Biodiesel fuels have the potential to become a reliable substitute for diesel which is used moderately to meet the current energy demands. This fuel can be produced from new or used vegetable oils, non-edible sources and animal fats, which are non-toxic, biodegradable and renewable. In spite of the many advantages of using biodiesel, most of the researchers have reported that they produce higher NOx emissions compared to diesel, which is a deterrent to the market expansion of these fuels.

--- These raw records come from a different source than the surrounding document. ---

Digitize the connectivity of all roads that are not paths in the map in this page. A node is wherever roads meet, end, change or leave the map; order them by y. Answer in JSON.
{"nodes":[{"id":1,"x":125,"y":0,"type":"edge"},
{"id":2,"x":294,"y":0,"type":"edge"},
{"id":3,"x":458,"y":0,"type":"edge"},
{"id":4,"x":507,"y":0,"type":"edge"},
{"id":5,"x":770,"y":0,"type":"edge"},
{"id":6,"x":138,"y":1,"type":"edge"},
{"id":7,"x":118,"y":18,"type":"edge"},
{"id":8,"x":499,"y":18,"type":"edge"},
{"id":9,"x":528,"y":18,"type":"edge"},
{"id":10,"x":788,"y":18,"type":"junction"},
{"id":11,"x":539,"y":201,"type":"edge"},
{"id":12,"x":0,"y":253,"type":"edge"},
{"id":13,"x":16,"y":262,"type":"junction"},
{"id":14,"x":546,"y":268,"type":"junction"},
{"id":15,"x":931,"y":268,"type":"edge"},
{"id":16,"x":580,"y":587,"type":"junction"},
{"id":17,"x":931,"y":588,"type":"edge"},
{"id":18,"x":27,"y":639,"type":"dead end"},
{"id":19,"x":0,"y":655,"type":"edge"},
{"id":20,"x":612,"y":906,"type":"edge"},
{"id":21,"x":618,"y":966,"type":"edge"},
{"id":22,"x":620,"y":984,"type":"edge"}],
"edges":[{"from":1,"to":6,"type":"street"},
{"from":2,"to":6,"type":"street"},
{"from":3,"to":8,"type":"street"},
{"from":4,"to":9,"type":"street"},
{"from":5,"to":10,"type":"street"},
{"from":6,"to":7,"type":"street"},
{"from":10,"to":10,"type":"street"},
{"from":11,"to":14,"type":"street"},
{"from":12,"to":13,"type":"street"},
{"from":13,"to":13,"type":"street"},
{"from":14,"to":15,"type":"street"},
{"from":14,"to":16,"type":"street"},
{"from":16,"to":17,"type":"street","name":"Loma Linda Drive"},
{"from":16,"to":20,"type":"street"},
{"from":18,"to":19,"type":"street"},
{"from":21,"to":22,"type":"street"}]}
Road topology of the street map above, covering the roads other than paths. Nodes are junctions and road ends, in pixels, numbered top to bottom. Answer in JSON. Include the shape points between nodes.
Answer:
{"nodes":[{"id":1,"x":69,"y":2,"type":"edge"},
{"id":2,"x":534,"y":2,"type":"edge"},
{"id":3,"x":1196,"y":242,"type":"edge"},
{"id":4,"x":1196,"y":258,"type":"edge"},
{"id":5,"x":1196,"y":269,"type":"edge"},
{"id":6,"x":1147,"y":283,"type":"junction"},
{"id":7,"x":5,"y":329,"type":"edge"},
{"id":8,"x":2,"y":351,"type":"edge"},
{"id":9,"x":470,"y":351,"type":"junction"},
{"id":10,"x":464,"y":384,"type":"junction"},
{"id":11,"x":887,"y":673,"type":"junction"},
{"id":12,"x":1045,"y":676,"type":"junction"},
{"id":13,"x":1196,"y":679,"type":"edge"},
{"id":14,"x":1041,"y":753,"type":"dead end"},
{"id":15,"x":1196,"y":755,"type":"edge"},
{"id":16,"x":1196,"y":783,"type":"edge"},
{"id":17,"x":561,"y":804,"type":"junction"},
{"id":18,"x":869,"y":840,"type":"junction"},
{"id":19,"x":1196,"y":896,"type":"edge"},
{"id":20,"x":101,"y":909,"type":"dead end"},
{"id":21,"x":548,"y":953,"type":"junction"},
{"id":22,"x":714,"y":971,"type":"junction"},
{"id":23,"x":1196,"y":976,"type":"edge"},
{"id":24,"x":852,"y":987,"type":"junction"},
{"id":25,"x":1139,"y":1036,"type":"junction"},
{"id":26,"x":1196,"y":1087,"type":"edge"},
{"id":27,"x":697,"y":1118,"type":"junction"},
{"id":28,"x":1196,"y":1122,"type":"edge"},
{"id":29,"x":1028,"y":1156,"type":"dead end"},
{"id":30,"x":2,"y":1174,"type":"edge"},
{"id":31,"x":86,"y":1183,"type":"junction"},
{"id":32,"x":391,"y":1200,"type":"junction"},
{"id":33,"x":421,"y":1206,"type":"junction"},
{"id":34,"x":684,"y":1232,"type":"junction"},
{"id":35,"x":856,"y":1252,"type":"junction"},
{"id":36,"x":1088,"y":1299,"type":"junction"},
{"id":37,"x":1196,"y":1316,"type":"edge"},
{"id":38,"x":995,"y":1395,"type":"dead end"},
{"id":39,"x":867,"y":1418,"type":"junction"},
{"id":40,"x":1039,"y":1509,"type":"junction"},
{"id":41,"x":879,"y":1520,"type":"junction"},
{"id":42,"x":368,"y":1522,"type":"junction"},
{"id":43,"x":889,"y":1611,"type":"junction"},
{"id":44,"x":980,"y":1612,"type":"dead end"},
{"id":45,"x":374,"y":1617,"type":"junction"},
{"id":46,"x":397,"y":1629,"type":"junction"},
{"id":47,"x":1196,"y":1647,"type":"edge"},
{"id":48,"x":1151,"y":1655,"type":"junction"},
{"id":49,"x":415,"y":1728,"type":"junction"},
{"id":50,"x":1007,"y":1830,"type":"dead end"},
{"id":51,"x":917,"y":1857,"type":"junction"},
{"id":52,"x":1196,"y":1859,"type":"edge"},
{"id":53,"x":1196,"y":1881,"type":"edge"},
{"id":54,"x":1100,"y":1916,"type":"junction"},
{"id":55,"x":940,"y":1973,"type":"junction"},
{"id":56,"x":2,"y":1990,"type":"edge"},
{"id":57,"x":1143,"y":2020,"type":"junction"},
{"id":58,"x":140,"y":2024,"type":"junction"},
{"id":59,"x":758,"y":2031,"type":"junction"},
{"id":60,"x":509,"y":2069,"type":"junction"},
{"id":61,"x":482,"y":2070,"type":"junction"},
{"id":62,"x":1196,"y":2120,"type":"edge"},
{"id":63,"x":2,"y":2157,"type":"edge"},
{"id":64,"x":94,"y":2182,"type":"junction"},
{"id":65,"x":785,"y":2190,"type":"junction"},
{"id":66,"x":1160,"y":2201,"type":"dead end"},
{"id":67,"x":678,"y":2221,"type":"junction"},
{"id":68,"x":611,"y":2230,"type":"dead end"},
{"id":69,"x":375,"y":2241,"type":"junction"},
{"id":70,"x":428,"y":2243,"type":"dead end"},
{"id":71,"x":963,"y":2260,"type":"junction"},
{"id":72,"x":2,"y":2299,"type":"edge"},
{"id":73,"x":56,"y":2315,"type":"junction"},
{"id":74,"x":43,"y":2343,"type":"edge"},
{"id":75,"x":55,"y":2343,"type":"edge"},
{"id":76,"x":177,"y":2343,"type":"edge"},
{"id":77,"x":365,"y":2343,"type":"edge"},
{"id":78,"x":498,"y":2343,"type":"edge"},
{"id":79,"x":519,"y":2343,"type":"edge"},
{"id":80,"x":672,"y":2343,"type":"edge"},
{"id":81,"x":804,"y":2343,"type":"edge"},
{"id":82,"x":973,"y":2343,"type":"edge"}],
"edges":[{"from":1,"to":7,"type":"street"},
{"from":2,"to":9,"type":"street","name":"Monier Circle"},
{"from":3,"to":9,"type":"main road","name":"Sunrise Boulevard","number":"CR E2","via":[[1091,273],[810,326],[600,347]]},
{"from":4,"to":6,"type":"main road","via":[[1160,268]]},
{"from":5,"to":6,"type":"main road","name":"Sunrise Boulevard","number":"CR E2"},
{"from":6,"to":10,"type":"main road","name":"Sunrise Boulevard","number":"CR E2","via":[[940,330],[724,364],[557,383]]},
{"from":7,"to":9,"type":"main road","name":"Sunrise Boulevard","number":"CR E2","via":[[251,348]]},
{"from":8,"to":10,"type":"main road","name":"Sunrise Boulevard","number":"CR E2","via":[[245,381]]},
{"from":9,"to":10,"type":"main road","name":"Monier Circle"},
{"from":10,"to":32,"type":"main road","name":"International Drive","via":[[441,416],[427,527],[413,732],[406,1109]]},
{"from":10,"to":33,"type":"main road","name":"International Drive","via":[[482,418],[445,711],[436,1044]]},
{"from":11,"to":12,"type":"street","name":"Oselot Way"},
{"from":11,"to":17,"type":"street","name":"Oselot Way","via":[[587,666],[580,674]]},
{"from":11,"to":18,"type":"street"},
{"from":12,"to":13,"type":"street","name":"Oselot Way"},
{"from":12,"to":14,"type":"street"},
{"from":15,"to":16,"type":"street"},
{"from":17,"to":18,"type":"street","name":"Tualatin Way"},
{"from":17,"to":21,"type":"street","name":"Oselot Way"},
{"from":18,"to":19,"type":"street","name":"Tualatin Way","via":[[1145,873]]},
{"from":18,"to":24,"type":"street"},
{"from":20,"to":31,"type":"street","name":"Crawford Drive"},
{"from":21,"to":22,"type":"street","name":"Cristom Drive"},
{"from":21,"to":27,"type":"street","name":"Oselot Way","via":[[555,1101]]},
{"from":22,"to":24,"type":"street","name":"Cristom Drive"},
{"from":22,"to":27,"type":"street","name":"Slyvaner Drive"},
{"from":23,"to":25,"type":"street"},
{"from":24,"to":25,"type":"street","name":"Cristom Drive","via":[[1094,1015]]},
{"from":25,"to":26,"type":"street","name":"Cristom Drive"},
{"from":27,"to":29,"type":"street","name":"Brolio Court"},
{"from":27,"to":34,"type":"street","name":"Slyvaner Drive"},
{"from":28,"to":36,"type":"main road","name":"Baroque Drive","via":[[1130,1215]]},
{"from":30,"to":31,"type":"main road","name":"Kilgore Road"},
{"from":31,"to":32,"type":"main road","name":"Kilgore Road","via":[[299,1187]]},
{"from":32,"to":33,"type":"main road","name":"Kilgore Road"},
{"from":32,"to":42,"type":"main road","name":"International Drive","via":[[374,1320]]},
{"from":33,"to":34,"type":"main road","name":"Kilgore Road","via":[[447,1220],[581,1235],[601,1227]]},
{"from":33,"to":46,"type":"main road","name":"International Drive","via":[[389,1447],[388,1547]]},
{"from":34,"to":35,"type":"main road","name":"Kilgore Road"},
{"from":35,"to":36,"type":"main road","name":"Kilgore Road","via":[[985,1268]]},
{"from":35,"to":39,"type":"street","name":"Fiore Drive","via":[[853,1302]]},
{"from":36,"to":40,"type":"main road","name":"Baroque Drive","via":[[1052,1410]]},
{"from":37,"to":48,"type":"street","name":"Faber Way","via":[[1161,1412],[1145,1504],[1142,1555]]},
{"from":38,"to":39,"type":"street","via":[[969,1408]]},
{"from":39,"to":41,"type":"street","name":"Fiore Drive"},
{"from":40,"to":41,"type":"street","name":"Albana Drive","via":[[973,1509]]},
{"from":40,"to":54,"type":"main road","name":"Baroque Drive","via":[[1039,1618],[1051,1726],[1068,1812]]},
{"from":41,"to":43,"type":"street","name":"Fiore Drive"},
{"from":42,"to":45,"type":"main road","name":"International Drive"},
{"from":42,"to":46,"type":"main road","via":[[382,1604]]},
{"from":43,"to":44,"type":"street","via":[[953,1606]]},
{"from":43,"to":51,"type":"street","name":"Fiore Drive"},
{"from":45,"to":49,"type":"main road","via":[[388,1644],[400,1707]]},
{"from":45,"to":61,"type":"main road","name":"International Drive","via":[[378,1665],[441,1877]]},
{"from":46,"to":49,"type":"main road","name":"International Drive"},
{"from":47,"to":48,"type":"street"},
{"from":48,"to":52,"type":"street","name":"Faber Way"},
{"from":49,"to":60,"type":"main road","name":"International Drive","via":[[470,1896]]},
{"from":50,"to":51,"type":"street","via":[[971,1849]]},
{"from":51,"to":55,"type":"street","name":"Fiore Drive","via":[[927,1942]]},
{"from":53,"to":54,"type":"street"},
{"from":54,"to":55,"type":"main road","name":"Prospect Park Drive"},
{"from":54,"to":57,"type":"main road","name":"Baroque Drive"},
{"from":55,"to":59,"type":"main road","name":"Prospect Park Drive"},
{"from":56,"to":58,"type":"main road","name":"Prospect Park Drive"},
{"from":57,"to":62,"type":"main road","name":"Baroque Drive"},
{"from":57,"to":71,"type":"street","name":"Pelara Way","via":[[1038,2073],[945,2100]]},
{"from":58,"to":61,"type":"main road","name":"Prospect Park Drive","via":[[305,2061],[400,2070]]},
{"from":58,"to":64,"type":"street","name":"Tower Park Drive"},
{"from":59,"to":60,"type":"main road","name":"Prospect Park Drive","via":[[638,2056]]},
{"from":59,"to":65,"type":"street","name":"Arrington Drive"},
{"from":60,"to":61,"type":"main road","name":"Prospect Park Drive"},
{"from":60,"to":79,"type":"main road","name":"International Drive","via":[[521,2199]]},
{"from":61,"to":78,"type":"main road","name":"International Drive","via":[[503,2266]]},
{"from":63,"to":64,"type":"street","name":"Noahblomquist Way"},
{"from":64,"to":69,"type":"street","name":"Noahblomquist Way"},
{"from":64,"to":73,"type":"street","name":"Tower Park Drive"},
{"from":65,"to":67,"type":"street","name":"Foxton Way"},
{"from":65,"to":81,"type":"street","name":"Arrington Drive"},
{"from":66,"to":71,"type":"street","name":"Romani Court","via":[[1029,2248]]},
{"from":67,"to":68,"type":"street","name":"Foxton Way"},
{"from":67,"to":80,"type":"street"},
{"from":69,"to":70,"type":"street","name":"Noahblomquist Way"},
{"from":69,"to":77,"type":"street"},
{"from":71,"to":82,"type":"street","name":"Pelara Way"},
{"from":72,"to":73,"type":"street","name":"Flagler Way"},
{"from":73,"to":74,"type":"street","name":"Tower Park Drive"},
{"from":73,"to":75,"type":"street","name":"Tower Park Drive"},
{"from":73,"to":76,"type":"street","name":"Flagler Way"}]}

In this study, the different paths to reduce NOx emissions from diesel engines by applying several technologies, such as using additives into fuel, exhaust gas recirculation (EGR), water injection (WI), emulsion technology (ET), injection timing retardation (ITR), simultaneous technology (ST) and low temperature combustion (LTC) mode are reviewed briefly. The impacts of different NOx mitigation technologies on biodiesel-fueled diesel engine performance and emissions are also analyzed critically and different methods of their implementation are shown. This paper also provides a comparison of different NOx mitigation technologies based on previous articles related to this topic. From this comparative study, it was found that the average reduction of NOx emissions by using additives, EGR, WI & ET, ITR, ST and LTC are in the ranges 4–45%, 26–84%, 10–38%, 9.77–37%, 22–95% and 66–93% respectively, compared to biodiesel combustion without applying technologies. However, the average reduction of NOx emissions by using those technologies for biodiesel are reasonable, 36–46%, 3–34%, 21–37%, 33–92% and 8.68–70% respectively, when compared to diesel. The results of this paper show that using new NOx mitigation technology, such as LTC, is more efficient and promising than the others because of its having the capability to reduce both NOx and particulate matter (PM) emissions simultaneously without significant penalties with regard to engine performance. However, applying this technology has increased CO and HC emissions in several cases due to the reduction in their oxidation rates in the combustion chamber.